→ **EXERCISE REQUIREMENTS**
Word for word, restate the entries below and exclude every image.
ENTRIES SHOWN section start
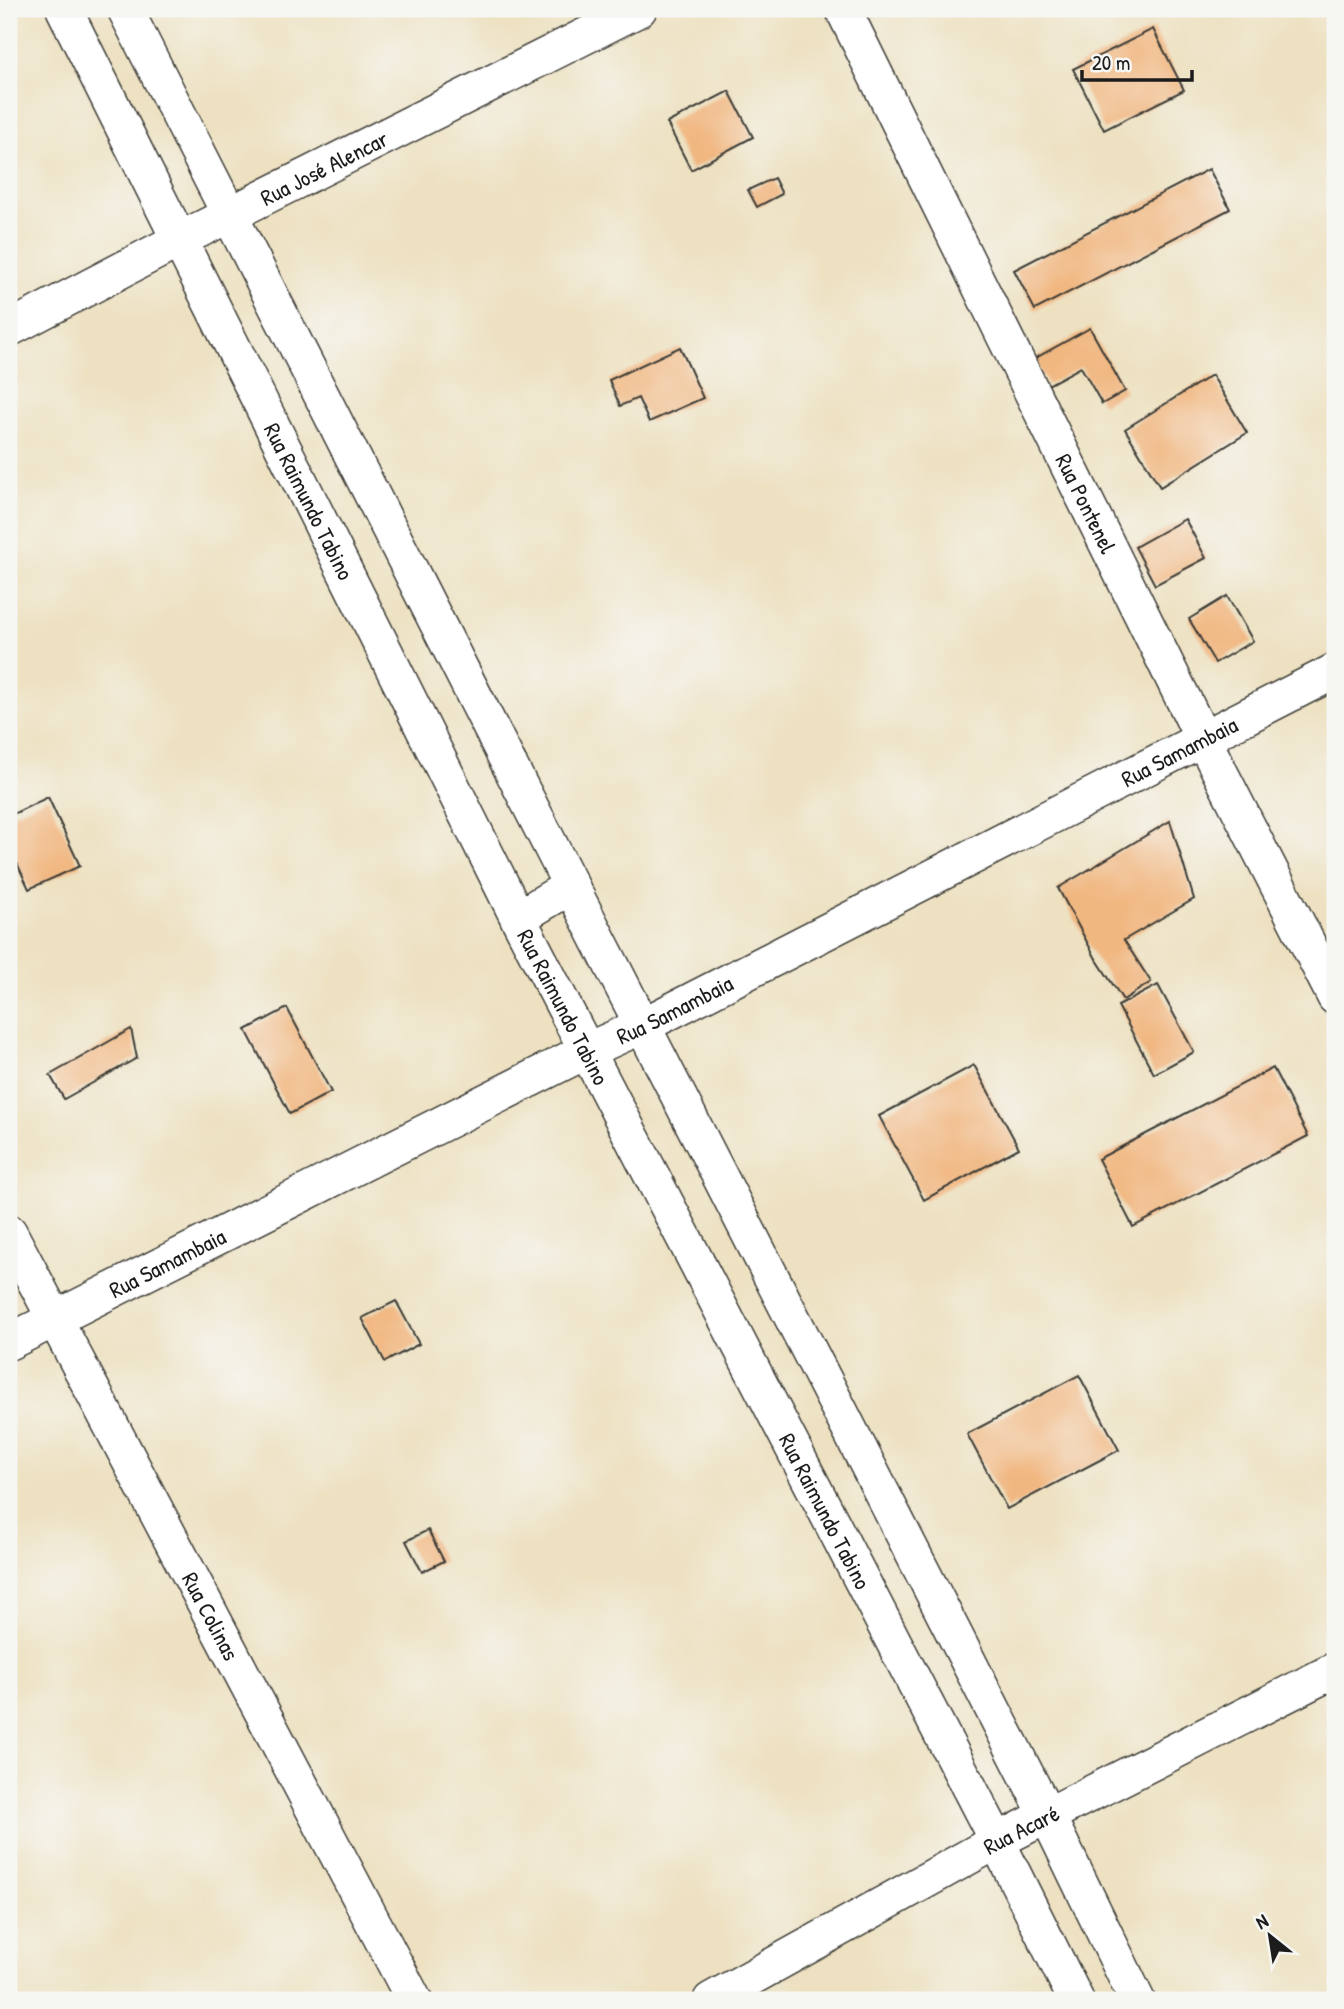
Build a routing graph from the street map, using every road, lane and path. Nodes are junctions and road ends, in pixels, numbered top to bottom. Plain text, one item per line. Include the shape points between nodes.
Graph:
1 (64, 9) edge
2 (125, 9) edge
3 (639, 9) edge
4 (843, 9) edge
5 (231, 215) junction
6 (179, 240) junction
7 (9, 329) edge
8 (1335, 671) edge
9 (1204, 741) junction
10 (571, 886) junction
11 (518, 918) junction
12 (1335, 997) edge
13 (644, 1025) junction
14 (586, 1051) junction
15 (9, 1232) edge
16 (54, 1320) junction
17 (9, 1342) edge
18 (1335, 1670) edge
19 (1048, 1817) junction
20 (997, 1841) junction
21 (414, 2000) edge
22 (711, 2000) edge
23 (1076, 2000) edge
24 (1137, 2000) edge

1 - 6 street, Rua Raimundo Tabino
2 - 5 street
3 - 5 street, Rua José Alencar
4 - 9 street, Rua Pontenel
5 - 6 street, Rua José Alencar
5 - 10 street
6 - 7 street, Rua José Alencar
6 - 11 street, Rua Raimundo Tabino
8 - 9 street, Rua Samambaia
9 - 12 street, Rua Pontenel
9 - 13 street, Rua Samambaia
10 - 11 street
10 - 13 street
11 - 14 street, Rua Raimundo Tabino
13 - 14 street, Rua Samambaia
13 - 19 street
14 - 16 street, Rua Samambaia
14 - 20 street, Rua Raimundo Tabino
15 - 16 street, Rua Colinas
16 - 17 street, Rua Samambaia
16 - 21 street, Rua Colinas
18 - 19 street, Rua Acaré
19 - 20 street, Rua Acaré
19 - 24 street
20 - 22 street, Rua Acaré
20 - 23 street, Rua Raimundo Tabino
ENTRIES SHOWN section end
→ **RESULT OF THIS EXERCISE**
Build a routing graph from the street map, using every road, lane and path. Nodes are junctions and road ends, in pixels, numbered top to bottom. Plain text, one item per line. Include the shape points between nodes.
Graph:
1 (64, 9) edge
2 (125, 9) edge
3 (639, 9) edge
4 (843, 9) edge
5 (231, 215) junction
6 (179, 240) junction
7 (9, 329) edge
8 (1335, 671) edge
9 (1204, 741) junction
10 (571, 886) junction
11 (518, 918) junction
12 (1335, 997) edge
13 (644, 1025) junction
14 (586, 1051) junction
15 (9, 1232) edge
16 (54, 1320) junction
17 (9, 1342) edge
18 (1335, 1670) edge
19 (1048, 1817) junction
20 (997, 1841) junction
21 (414, 2000) edge
22 (711, 2000) edge
23 (1076, 2000) edge
24 (1137, 2000) edge

1 - 6 street, Rua Raimundo Tabino
2 - 5 street
3 - 5 street, Rua José Alencar
4 - 9 street, Rua Pontenel
5 - 6 street, Rua José Alencar
5 - 10 street
6 - 7 street, Rua José Alencar
6 - 11 street, Rua Raimundo Tabino
8 - 9 street, Rua Samambaia
9 - 12 street, Rua Pontenel
9 - 13 street, Rua Samambaia
10 - 11 street
10 - 13 street
11 - 14 street, Rua Raimundo Tabino
13 - 14 street, Rua Samambaia
13 - 19 street
14 - 16 street, Rua Samambaia
14 - 20 street, Rua Raimundo Tabino
15 - 16 street, Rua Colinas
16 - 17 street, Rua Samambaia
16 - 21 street, Rua Colinas
18 - 19 street, Rua Acaré
19 - 20 street, Rua Acaré
19 - 24 street
20 - 22 street, Rua Acaré
20 - 23 street, Rua Raimundo Tabino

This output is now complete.